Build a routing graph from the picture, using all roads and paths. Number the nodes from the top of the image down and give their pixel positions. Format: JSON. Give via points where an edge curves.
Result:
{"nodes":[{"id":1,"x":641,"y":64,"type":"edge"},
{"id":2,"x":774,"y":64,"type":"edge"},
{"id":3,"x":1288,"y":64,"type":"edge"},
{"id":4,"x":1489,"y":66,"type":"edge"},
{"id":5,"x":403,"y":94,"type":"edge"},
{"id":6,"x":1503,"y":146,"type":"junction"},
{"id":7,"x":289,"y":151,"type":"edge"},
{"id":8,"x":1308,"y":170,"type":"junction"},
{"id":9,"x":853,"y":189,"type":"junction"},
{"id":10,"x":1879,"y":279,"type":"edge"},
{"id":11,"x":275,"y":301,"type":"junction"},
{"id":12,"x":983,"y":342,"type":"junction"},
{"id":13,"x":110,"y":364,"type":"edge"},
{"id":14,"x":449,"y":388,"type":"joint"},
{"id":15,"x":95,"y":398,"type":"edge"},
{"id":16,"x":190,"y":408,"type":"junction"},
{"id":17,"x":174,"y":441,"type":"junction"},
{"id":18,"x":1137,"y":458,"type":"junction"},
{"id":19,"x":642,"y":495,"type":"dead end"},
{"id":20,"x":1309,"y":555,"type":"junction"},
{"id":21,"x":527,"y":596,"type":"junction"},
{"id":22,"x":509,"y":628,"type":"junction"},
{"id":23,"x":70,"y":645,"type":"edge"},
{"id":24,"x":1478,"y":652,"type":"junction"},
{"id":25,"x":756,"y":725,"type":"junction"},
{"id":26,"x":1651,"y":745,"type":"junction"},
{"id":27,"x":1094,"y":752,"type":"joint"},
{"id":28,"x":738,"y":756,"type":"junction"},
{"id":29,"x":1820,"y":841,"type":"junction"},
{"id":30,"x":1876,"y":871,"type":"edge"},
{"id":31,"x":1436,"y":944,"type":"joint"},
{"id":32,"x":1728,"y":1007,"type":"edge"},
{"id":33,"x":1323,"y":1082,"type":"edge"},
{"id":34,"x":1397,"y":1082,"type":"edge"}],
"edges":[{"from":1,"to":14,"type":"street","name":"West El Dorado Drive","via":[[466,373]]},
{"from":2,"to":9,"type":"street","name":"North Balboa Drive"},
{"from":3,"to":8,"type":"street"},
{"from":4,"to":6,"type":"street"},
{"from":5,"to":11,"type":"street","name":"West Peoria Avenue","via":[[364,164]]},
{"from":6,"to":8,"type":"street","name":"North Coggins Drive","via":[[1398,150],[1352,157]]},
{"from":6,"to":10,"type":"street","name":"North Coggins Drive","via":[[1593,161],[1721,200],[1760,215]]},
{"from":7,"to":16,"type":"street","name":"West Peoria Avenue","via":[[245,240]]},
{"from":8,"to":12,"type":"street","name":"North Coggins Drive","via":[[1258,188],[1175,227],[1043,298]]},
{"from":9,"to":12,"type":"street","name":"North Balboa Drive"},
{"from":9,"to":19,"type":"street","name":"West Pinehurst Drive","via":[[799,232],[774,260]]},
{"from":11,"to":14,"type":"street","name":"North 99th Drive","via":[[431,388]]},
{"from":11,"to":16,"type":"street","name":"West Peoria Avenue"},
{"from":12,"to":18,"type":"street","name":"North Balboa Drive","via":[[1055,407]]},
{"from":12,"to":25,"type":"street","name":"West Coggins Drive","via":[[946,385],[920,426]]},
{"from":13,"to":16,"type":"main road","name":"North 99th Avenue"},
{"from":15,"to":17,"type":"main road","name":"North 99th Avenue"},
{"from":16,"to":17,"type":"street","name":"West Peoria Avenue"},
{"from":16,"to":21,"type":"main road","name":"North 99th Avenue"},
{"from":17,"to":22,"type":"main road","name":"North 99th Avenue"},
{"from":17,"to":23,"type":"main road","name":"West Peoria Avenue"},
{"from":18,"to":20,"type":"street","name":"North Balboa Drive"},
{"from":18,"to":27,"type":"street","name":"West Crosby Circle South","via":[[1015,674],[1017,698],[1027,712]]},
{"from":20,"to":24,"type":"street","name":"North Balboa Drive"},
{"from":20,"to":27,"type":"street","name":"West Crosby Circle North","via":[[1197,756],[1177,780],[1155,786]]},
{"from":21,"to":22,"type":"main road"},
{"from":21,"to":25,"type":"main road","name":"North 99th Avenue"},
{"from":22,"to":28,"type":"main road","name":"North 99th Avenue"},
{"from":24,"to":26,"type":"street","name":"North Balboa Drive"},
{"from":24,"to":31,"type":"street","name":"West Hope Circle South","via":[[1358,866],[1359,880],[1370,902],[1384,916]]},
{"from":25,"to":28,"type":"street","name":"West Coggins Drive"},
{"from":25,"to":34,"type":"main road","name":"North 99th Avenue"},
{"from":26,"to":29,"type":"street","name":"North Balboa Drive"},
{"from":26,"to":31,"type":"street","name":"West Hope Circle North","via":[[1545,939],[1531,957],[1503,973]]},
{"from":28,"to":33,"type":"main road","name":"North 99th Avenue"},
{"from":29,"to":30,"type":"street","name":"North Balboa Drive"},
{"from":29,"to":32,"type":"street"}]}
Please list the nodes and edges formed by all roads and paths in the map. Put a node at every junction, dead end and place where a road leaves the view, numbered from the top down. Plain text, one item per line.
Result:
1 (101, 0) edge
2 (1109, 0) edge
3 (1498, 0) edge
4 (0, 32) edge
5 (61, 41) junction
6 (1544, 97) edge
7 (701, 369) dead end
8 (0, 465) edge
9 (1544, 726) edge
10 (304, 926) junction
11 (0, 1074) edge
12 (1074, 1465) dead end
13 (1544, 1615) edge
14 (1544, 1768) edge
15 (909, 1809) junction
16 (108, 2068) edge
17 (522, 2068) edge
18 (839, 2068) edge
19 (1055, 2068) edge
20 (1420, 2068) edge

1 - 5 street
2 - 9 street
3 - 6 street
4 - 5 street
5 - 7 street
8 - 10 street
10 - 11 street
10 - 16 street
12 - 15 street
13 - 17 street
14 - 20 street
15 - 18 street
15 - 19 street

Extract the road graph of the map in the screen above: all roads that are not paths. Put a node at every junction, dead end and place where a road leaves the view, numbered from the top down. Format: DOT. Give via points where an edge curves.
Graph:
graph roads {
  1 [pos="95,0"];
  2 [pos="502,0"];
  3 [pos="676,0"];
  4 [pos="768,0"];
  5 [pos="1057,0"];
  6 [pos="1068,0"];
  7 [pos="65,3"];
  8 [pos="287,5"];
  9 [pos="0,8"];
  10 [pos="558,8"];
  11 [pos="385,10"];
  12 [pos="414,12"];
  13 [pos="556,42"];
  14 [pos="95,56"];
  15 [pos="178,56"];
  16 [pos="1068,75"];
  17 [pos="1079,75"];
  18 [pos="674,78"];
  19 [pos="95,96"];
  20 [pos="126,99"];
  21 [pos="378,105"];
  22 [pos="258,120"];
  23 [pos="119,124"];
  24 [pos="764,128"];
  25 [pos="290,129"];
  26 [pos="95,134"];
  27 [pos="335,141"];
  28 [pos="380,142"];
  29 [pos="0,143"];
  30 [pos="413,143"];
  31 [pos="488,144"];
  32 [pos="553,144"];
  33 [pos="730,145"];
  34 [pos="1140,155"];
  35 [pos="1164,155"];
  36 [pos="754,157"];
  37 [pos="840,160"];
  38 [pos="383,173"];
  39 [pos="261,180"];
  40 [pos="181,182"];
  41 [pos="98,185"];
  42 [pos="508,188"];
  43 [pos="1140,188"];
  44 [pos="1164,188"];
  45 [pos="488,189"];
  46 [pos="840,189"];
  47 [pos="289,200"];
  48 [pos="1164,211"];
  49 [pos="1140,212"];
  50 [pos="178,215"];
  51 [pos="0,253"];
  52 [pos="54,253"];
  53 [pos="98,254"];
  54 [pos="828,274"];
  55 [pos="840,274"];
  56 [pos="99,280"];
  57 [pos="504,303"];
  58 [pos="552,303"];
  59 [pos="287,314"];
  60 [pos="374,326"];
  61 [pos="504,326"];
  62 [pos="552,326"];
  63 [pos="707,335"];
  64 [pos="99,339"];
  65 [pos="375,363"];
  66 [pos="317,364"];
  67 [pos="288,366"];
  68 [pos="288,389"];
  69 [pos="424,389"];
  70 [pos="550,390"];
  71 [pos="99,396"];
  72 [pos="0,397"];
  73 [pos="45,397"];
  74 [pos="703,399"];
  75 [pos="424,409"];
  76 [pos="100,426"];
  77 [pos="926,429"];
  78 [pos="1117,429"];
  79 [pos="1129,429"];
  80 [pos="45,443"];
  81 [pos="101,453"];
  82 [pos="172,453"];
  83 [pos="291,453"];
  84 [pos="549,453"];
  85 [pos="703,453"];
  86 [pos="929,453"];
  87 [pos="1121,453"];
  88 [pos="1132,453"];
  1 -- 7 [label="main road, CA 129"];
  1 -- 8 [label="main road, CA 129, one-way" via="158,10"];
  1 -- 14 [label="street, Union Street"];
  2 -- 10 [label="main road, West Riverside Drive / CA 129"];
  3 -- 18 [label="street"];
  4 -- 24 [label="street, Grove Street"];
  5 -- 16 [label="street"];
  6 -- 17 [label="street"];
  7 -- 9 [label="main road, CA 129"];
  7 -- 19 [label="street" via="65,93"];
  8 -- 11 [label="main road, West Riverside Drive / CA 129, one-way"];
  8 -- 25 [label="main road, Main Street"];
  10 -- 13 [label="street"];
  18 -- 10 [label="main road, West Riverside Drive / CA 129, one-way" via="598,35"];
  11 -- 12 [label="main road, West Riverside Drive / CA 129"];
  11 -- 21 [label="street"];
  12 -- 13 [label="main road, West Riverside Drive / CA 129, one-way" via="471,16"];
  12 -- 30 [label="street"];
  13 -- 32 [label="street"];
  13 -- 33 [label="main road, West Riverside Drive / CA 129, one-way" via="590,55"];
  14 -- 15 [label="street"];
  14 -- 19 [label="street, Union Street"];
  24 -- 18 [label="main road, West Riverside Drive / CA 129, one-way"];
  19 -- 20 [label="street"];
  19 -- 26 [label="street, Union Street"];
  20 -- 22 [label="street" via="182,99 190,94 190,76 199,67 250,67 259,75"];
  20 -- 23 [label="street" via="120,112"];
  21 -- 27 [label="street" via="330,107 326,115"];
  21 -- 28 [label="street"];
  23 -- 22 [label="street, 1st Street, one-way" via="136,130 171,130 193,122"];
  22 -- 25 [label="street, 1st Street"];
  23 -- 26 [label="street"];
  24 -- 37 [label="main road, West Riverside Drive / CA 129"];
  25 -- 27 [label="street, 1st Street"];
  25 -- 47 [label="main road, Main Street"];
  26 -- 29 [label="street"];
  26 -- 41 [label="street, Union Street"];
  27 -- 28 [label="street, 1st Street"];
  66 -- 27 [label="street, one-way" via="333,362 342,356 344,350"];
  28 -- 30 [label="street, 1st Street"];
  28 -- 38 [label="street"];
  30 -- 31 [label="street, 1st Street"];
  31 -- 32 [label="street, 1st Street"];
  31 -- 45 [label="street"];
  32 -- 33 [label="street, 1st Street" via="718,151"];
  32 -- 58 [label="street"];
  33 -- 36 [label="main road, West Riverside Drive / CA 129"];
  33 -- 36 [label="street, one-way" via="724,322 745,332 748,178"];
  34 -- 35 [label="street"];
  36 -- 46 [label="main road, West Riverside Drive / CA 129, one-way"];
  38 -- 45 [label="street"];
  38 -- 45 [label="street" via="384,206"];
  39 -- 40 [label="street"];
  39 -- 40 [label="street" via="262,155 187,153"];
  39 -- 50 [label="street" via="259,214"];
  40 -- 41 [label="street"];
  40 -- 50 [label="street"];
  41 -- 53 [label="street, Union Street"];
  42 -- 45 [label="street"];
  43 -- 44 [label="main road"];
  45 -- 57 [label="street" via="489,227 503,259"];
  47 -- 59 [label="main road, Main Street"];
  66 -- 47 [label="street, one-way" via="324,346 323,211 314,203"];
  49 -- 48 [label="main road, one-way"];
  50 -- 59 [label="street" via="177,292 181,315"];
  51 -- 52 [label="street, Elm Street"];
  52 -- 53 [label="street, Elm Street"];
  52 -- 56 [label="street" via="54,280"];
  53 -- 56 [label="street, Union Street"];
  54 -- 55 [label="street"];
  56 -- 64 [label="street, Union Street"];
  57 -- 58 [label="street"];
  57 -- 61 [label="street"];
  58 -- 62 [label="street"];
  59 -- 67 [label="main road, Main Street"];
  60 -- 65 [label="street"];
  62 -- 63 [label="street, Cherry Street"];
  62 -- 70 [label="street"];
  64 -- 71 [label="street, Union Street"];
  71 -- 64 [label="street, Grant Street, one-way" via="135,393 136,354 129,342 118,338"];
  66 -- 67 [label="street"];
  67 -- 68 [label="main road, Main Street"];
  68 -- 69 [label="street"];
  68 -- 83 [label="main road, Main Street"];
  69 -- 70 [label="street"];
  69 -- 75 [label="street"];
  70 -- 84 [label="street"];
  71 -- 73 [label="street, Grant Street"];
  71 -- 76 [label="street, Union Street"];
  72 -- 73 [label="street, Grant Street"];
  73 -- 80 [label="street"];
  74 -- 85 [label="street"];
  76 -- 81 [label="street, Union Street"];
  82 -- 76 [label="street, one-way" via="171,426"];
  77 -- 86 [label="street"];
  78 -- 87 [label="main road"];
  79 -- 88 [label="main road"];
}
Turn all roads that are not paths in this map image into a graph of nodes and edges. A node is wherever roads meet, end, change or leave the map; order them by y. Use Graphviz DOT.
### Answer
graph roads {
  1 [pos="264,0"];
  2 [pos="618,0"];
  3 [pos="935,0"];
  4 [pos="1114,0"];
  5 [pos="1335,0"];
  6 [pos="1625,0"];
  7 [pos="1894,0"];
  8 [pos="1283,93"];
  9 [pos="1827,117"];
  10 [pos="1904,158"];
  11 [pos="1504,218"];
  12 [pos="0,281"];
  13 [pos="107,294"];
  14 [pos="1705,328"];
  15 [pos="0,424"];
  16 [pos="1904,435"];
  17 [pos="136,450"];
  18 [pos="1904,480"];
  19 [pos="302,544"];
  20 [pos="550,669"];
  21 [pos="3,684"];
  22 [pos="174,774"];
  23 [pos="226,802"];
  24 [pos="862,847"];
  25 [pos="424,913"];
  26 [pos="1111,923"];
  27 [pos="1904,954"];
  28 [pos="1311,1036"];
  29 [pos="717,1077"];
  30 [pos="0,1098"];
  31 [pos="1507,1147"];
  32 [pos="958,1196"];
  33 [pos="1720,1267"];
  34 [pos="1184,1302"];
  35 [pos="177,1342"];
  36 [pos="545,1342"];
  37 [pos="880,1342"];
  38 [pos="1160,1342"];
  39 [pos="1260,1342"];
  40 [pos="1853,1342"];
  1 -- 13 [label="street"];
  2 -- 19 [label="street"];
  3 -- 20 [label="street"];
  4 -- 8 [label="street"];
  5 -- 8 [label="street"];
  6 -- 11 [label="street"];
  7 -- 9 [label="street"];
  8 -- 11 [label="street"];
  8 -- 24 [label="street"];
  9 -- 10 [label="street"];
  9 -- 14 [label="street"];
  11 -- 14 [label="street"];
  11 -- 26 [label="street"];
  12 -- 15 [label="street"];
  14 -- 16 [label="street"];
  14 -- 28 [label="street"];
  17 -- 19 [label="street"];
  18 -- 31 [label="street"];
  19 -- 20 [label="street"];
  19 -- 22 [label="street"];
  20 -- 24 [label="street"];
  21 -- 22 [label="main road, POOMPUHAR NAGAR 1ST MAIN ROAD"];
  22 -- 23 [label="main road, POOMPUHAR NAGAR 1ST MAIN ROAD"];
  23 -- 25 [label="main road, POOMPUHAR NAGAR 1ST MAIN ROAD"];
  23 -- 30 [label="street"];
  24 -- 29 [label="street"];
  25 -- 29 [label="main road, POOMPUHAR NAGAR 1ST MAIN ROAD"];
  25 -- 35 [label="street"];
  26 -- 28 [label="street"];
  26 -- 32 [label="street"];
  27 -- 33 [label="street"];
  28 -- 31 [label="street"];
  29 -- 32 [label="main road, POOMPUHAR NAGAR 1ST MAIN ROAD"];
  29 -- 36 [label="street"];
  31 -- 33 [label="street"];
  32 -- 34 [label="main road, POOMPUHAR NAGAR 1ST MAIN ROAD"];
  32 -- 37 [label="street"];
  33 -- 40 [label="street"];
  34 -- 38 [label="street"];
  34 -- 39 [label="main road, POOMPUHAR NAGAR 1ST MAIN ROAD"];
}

----

▶ Instructions to follow:
Go line by line through the records above and copy each one containing "edges".

▶ Response below:
"edges":[{"from":1,"to":14,"type":"street","name":"West El Dorado Drive","via":[[466,373]]},
Please list the nodes and edges formed by all roads and paths in the map. Put a node at every junction, dead end and place where a road leaves the view, numbered from the top down. Plain text, one item per line.
Turn all roads that are not paths in this map image into a graph of nodes and edges. A node is wherever roads meet, end, change or leave the map; order them by y. Use Graphviz DOT.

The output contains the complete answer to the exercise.